La nueva familia, tampoco es motivo para intentar separarse de Carmen, más bien es la oportunidad de no asfixiarse en su monótono matrimonio. Lleva años viviendo de esa manera y aunque sus hijos han crecido y formado su propia familia, parece haberse acostumbrado a esa forma de vida. Para Evelia, tampoco es importante casarse, hace años perdió la confianza en los hombres. Para ella los hombres son una carga innecesaria, un mal que es mejor evitarse. Siempre ha dicho, que no necesita un hombre que la controle, a quien someterse y obedecer. Prefiere ser una madre soltera, aunque tenga que trabajar duro para mantener a sus hijos.

Francisco y Carmen como siempre, atados por la costumbre. No hay nada nuevo, nada diferente, podían haber vivido así hasta la eternidad, pero hasta la eternidad se hartó de ellos.

En un día de trabajo, Francisco subió a un árbol para derramarlo. No tenía ya la habilidad de sus años jóvenes. Un mal cálculo al apoyarse en una rama demasiado frágil para su peso fue suficiente.
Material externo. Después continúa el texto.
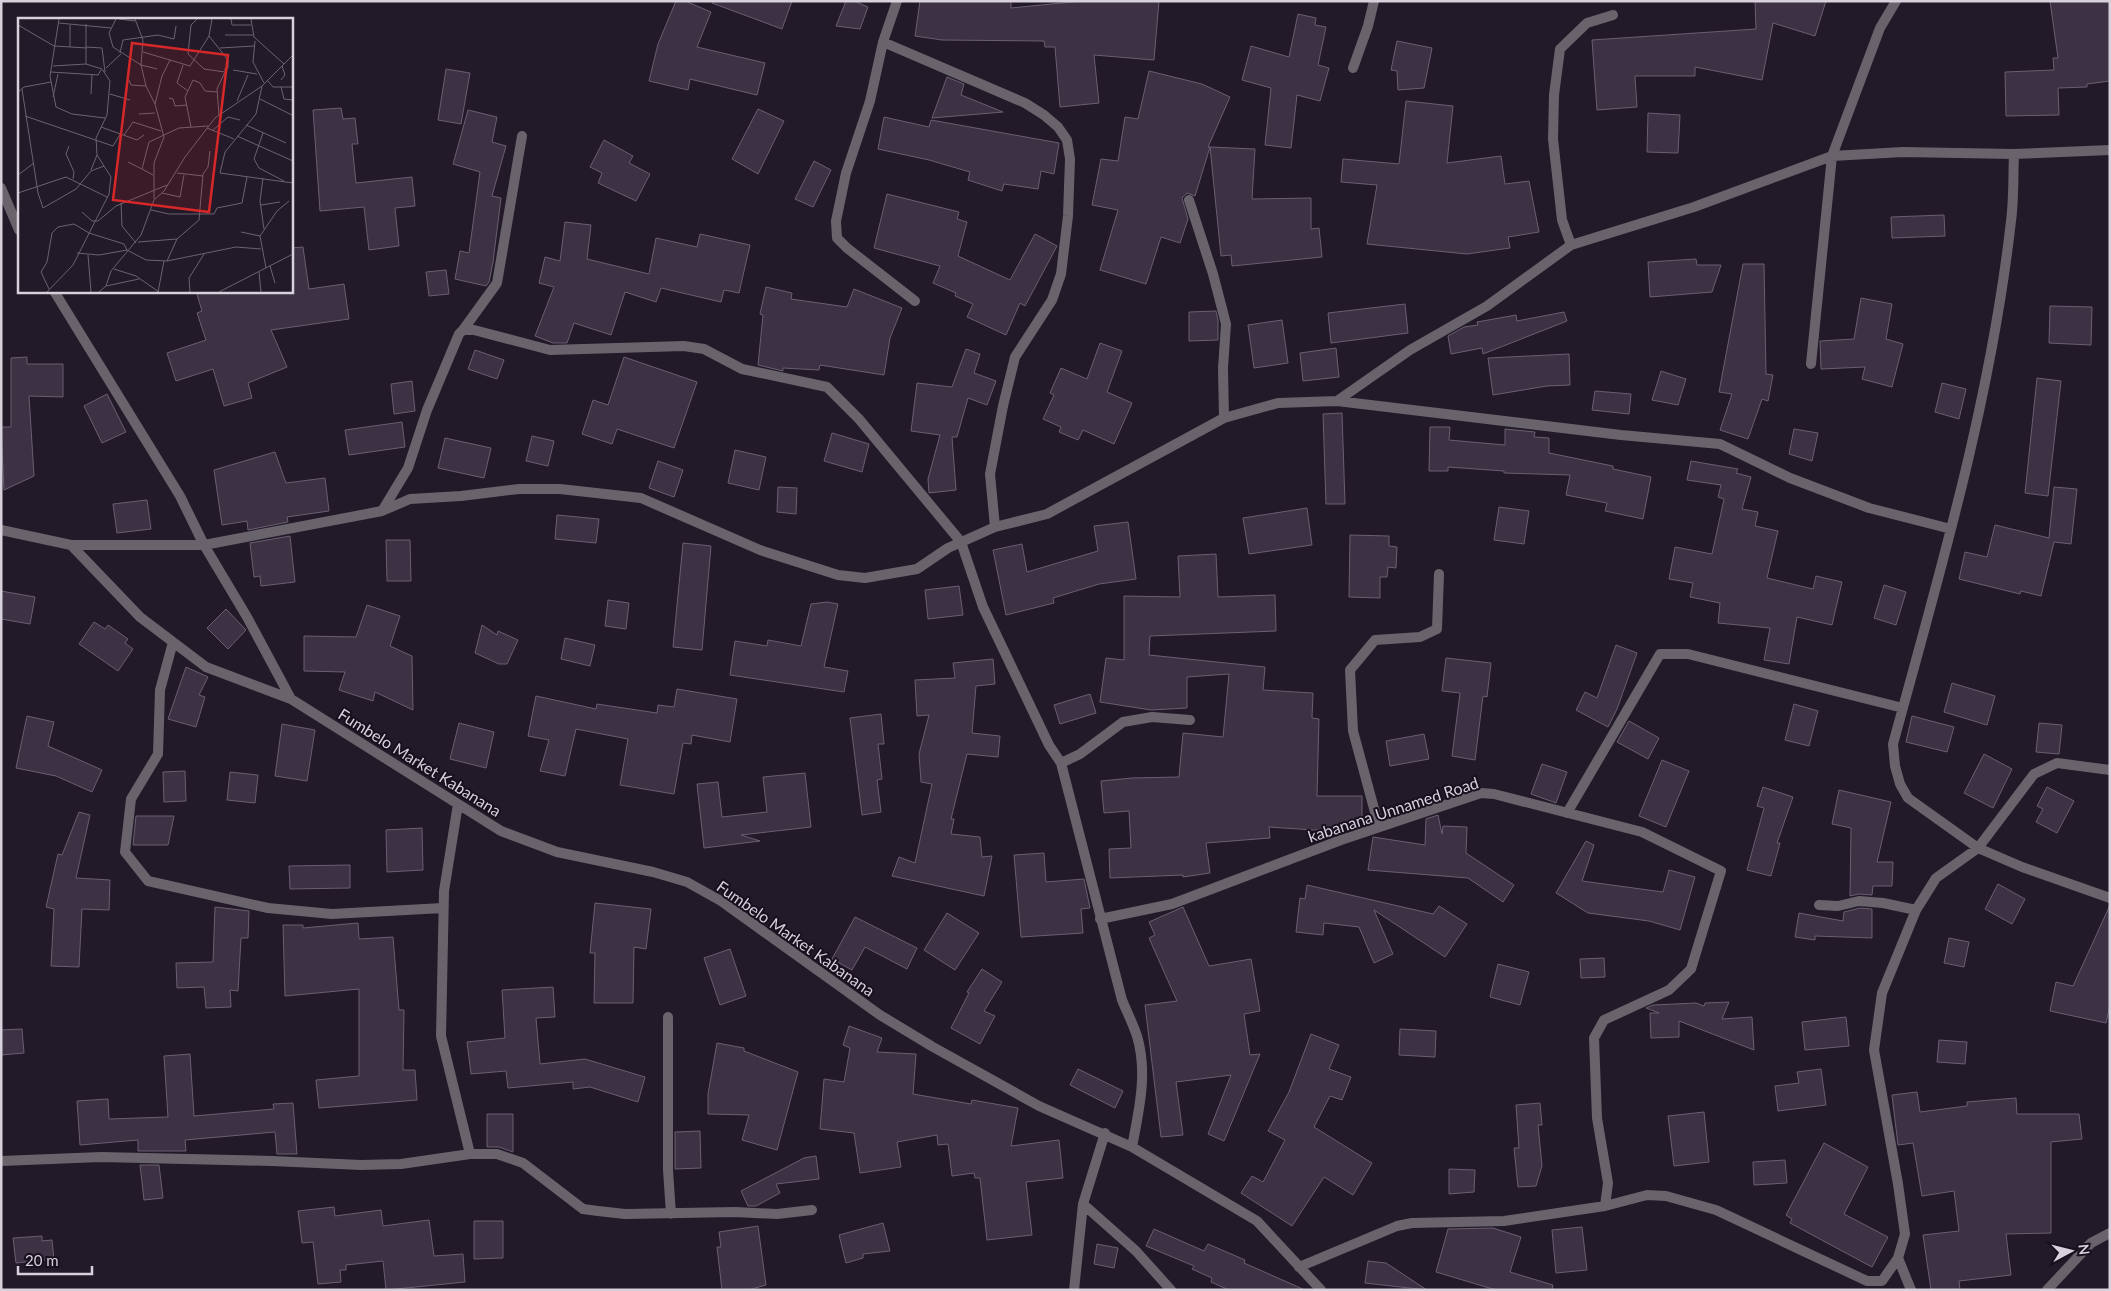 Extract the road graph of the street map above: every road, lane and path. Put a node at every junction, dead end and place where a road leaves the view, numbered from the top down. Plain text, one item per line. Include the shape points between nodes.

Una caída vertiginosa, un golpe contundente sobre la misma rama que se rompió. Las costillas rotas, perforándole un pulmón y una agonía lenta mientras sus compañeros trataban de auxiliarle. Hubo tiempo suficiente para pedir ver a Evelia por última vez. Ella vino, lo miró sin perturbarse siquiera y se despidieron serenamente. De los ojos de ella no cayó una sola lágrima. Era una mujer dura, incapaz de mostrar ningún signo de debilidad por un hombre.   

Francisco se sintió feliz de morir en los brazos de la mujer por la que sintió lo que tal vez, fuera amor. La que hizo que sus días dejaran de ser grises, a pesar, de que nunca vivió con ella. Sintió como si por fin, hubiera sido rescatado de aquélla mujer que en una noche de borrachera lo atrapó. Una mujer a la  que nunca pudo pertenecer y que siempre sintió distante y ajena. Y que sin embargo, fue su compañera de toda la vida. Aquélla de la que no tuvo el valor de alejarse, aunque desde el primer día que vivió con ella, una voz interior le dijera: “esta mujer no es para mí”.